---- SUPPLIED DATA
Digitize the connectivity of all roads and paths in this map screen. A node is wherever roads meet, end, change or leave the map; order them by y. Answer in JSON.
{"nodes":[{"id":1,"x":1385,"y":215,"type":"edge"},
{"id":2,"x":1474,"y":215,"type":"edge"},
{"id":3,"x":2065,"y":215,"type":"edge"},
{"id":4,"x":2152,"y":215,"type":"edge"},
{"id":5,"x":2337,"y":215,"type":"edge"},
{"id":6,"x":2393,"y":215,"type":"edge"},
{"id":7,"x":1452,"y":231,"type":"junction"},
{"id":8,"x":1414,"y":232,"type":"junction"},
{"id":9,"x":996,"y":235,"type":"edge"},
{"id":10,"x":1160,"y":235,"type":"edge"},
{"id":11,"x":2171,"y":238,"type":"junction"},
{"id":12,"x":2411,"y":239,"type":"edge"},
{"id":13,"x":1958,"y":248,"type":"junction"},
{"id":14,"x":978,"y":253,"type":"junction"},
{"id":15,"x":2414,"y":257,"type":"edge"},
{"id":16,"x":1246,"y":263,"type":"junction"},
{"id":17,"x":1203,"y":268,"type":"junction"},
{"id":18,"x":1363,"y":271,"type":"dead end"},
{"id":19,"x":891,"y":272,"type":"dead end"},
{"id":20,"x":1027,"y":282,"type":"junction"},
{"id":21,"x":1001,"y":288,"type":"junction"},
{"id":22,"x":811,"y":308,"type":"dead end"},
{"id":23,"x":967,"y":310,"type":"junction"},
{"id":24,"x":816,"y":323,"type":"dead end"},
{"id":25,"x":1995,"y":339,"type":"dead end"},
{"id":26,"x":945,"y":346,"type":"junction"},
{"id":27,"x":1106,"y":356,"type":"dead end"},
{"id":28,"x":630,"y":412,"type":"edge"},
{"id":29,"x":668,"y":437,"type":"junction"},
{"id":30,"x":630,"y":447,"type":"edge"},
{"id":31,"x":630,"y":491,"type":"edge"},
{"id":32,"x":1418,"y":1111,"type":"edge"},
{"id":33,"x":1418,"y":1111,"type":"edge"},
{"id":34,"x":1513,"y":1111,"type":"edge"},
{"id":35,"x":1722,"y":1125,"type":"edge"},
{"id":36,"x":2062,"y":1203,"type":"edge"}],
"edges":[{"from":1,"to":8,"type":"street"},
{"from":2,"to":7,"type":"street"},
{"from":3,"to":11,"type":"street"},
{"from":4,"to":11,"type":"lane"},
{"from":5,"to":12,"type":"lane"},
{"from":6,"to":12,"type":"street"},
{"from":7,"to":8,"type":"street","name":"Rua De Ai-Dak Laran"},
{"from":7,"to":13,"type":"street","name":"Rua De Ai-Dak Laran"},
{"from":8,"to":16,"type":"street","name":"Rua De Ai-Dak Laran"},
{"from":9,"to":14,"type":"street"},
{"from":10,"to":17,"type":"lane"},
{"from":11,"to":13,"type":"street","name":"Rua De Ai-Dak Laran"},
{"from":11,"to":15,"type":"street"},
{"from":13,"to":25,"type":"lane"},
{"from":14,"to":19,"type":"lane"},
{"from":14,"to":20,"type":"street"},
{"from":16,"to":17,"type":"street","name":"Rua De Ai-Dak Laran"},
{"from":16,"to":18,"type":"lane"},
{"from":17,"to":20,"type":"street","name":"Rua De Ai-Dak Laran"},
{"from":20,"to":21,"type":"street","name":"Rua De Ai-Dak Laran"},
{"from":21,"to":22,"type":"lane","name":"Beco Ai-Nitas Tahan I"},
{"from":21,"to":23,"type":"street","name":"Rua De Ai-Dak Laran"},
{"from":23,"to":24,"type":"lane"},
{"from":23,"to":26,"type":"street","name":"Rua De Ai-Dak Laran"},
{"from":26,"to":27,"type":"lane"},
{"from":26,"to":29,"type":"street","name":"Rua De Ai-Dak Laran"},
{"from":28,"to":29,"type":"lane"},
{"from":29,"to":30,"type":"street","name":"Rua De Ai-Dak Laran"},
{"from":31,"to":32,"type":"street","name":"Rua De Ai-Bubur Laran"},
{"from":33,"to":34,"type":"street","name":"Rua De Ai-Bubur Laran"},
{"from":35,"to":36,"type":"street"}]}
--------
Your reply should consist of all the records, restated exactly.

Digitize the connectivity of all roads and paths in this map screen. A node is wherever roads meet, end, change or leave the map; order them by y. Answer in JSON.
{"nodes":[{"id":1,"x":1385,"y":215,"type":"edge"},
{"id":2,"x":1474,"y":215,"type":"edge"},
{"id":3,"x":2065,"y":215,"type":"edge"},
{"id":4,"x":2152,"y":215,"type":"edge"},
{"id":5,"x":2337,"y":215,"type":"edge"},
{"id":6,"x":2393,"y":215,"type":"edge"},
{"id":7,"x":1452,"y":231,"type":"junction"},
{"id":8,"x":1414,"y":232,"type":"junction"},
{"id":9,"x":996,"y":235,"type":"edge"},
{"id":10,"x":1160,"y":235,"type":"edge"},
{"id":11,"x":2171,"y":238,"type":"junction"},
{"id":12,"x":2411,"y":239,"type":"edge"},
{"id":13,"x":1958,"y":248,"type":"junction"},
{"id":14,"x":978,"y":253,"type":"junction"},
{"id":15,"x":2414,"y":257,"type":"edge"},
{"id":16,"x":1246,"y":263,"type":"junction"},
{"id":17,"x":1203,"y":268,"type":"junction"},
{"id":18,"x":1363,"y":271,"type":"dead end"},
{"id":19,"x":891,"y":272,"type":"dead end"},
{"id":20,"x":1027,"y":282,"type":"junction"},
{"id":21,"x":1001,"y":288,"type":"junction"},
{"id":22,"x":811,"y":308,"type":"dead end"},
{"id":23,"x":967,"y":310,"type":"junction"},
{"id":24,"x":816,"y":323,"type":"dead end"},
{"id":25,"x":1995,"y":339,"type":"dead end"},
{"id":26,"x":945,"y":346,"type":"junction"},
{"id":27,"x":1106,"y":356,"type":"dead end"},
{"id":28,"x":630,"y":412,"type":"edge"},
{"id":29,"x":668,"y":437,"type":"junction"},
{"id":30,"x":630,"y":447,"type":"edge"},
{"id":31,"x":630,"y":491,"type":"edge"},
{"id":32,"x":1418,"y":1111,"type":"edge"},
{"id":33,"x":1418,"y":1111,"type":"edge"},
{"id":34,"x":1513,"y":1111,"type":"edge"},
{"id":35,"x":1722,"y":1125,"type":"edge"},
{"id":36,"x":2062,"y":1203,"type":"edge"}],
"edges":[{"from":1,"to":8,"type":"street"},
{"from":2,"to":7,"type":"street"},
{"from":3,"to":11,"type":"street"},
{"from":4,"to":11,"type":"lane"},
{"from":5,"to":12,"type":"lane"},
{"from":6,"to":12,"type":"street"},
{"from":7,"to":8,"type":"street","name":"Rua De Ai-Dak Laran"},
{"from":7,"to":13,"type":"street","name":"Rua De Ai-Dak Laran"},
{"from":8,"to":16,"type":"street","name":"Rua De Ai-Dak Laran"},
{"from":9,"to":14,"type":"street"},
{"from":10,"to":17,"type":"lane"},
{"from":11,"to":13,"type":"street","name":"Rua De Ai-Dak Laran"},
{"from":11,"to":15,"type":"street"},
{"from":13,"to":25,"type":"lane"},
{"from":14,"to":19,"type":"lane"},
{"from":14,"to":20,"type":"street"},
{"from":16,"to":17,"type":"street","name":"Rua De Ai-Dak Laran"},
{"from":16,"to":18,"type":"lane"},
{"from":17,"to":20,"type":"street","name":"Rua De Ai-Dak Laran"},
{"from":20,"to":21,"type":"street","name":"Rua De Ai-Dak Laran"},
{"from":21,"to":22,"type":"lane","name":"Beco Ai-Nitas Tahan I"},
{"from":21,"to":23,"type":"street","name":"Rua De Ai-Dak Laran"},
{"from":23,"to":24,"type":"lane"},
{"from":23,"to":26,"type":"street","name":"Rua De Ai-Dak Laran"},
{"from":26,"to":27,"type":"lane"},
{"from":26,"to":29,"type":"street","name":"Rua De Ai-Dak Laran"},
{"from":28,"to":29,"type":"lane"},
{"from":29,"to":30,"type":"street","name":"Rua De Ai-Dak Laran"},
{"from":31,"to":32,"type":"street","name":"Rua De Ai-Bubur Laran"},
{"from":33,"to":34,"type":"street","name":"Rua De Ai-Bubur Laran"},
{"from":35,"to":36,"type":"street"}]}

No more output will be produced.